A few months ago I had my first ever colonoscopy. I had some blemishes and one polyp (which was removed). I was back on the VLC/Keto plan at the time. The doctor recommended a high fiber diet - calling it a 'colon cleanser', which is part of the reason I switched back to my higher fiber diet. Since I didn't have a clean result I will be having another colonoscopy in 5 years instead of 10. I don't if they are right about fiber being helpful. I don't know for sure if my high LDL cholesterol was a problem. I may or may not stick with my current WOE. I like mixing things up every once in a while. Only time will tell.

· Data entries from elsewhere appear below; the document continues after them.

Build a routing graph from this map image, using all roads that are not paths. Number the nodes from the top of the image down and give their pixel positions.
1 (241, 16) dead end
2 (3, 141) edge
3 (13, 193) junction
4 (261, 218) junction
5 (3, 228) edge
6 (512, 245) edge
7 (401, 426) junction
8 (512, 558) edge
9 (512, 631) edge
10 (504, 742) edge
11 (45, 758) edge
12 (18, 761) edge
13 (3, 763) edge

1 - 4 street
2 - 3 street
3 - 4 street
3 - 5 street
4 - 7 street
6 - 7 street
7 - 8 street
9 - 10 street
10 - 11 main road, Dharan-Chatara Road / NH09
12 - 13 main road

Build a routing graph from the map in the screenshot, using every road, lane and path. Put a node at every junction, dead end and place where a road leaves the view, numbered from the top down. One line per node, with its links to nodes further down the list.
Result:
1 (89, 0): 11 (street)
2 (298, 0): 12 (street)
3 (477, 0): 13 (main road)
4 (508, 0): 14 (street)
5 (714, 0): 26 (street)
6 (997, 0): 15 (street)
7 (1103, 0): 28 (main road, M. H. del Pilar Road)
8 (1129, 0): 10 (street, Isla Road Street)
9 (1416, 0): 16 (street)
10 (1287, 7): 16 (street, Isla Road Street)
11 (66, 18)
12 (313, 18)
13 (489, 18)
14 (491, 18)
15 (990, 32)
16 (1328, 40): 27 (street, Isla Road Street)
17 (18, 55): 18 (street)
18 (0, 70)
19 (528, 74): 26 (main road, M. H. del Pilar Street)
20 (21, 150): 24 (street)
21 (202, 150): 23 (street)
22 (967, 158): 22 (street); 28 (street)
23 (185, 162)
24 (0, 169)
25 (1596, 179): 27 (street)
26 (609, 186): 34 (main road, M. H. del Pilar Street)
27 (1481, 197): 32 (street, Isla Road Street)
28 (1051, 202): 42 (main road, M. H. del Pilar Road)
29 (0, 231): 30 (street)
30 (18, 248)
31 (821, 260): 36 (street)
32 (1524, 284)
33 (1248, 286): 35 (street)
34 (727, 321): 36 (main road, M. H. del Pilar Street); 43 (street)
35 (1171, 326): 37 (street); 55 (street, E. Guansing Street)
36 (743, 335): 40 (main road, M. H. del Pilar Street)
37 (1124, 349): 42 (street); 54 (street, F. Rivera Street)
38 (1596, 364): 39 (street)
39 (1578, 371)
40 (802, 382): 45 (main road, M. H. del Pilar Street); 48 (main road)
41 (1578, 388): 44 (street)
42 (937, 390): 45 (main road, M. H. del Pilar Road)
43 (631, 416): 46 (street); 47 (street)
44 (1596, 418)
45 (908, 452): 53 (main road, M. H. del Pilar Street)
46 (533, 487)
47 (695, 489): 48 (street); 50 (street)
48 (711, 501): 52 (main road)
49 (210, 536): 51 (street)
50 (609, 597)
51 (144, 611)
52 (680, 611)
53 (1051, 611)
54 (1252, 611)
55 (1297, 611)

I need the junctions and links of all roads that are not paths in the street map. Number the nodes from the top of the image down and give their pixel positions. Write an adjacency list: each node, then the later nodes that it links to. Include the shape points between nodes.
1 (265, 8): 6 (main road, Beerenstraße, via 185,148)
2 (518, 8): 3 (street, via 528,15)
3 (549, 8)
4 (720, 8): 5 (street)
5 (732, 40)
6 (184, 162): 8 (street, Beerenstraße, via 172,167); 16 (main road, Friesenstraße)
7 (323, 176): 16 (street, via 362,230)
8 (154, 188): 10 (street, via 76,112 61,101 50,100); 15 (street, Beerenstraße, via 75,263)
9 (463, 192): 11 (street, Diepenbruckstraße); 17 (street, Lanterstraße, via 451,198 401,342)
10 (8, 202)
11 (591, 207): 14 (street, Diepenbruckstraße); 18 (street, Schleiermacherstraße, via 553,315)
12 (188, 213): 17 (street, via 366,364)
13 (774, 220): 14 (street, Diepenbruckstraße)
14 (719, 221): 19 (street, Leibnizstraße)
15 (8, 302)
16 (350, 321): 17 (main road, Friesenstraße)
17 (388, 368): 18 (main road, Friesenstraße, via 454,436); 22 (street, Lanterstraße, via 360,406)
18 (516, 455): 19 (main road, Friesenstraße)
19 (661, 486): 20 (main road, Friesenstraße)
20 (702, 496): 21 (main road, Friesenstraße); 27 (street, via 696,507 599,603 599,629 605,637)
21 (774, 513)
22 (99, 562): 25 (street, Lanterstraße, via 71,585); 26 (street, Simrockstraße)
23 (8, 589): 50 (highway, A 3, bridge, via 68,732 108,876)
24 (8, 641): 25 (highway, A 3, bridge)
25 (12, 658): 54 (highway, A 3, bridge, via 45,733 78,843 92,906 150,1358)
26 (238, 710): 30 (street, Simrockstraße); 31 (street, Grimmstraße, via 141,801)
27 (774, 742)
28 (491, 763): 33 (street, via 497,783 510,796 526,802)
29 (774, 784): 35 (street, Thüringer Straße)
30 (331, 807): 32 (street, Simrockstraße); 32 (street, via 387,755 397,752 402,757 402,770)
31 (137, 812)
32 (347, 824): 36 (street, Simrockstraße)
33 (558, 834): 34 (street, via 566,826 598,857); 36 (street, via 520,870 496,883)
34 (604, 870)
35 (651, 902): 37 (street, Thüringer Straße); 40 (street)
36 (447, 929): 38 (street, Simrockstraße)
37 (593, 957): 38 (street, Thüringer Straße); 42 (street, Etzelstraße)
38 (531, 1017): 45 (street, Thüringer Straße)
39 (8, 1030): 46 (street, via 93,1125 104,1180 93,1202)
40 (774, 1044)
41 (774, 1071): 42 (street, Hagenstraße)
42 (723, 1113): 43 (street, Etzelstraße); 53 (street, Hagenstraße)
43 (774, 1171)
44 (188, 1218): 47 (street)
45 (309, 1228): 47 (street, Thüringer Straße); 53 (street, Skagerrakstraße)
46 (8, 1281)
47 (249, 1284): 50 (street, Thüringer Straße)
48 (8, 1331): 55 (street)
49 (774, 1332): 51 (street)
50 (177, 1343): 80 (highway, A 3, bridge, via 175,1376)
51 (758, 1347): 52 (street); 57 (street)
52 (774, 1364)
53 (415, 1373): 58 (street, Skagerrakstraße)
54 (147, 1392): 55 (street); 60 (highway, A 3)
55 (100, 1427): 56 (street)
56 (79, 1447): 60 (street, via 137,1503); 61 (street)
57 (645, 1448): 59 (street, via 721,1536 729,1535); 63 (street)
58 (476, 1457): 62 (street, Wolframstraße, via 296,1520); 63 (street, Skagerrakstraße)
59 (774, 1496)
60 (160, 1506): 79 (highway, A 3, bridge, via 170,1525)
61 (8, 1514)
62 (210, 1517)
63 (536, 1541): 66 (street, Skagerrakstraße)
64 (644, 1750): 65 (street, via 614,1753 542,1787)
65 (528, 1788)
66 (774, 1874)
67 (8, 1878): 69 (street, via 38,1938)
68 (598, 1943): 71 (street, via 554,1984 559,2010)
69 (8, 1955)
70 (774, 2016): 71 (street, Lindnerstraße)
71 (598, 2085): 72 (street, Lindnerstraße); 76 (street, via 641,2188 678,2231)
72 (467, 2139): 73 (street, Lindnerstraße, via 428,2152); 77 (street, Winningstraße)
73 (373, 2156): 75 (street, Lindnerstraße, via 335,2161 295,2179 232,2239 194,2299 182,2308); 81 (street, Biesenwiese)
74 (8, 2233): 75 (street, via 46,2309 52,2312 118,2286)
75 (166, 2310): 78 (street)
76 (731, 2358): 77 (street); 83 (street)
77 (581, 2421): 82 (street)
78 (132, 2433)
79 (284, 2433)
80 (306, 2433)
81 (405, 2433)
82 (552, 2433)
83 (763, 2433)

There is much talk about fiber, both for and against. I don't know if my high fiber diet is my optimal diet or not. What I do know is that I don't have a problem with it. It seems to work fine for me.

Quote:
Originally Posted by SilverEm
Here is what Dr. Richard K. Bernstein has to say about fiber:
http://www.diabetes-book.com/dietary-fiber/

Appendix A: What About Dietary Fiber?
from Dr. Bernstein’s book “Diabetes Solution”
© 2007 by Richard K. Bernstein, M.D.

WHAT ABOUT DIETARY FIBER?
...
Consumption of large amounts of dietary fiber
is usually unpleasant, because both types can cause abdominal discomfort, diarrhea, and flatulence.



I found this to be true for me when I added a bunch of fiber to my daily routine (although I ended up with constipation rather than diarrhea). It was uncomfortable. When I added a daily flax muffin to my diet it felt like a lump of gravel working its way through my system and I did have more gas. However, this was all temporary. Whenever I make a significant change to my regular diet I go through a few weeks of adjustment. When I first went low carb I was seriously constipated for weeks. Then things normalized. When I transition from my high fiber diet back to VLC, the same thing happened. After a week or two of discomfort my body adjusts to what I am eating and I get regular again - whether my daily diet includes lots of fiber or does not.

Last edited by khrussva : Fri, Jun-15-18 at 11:58.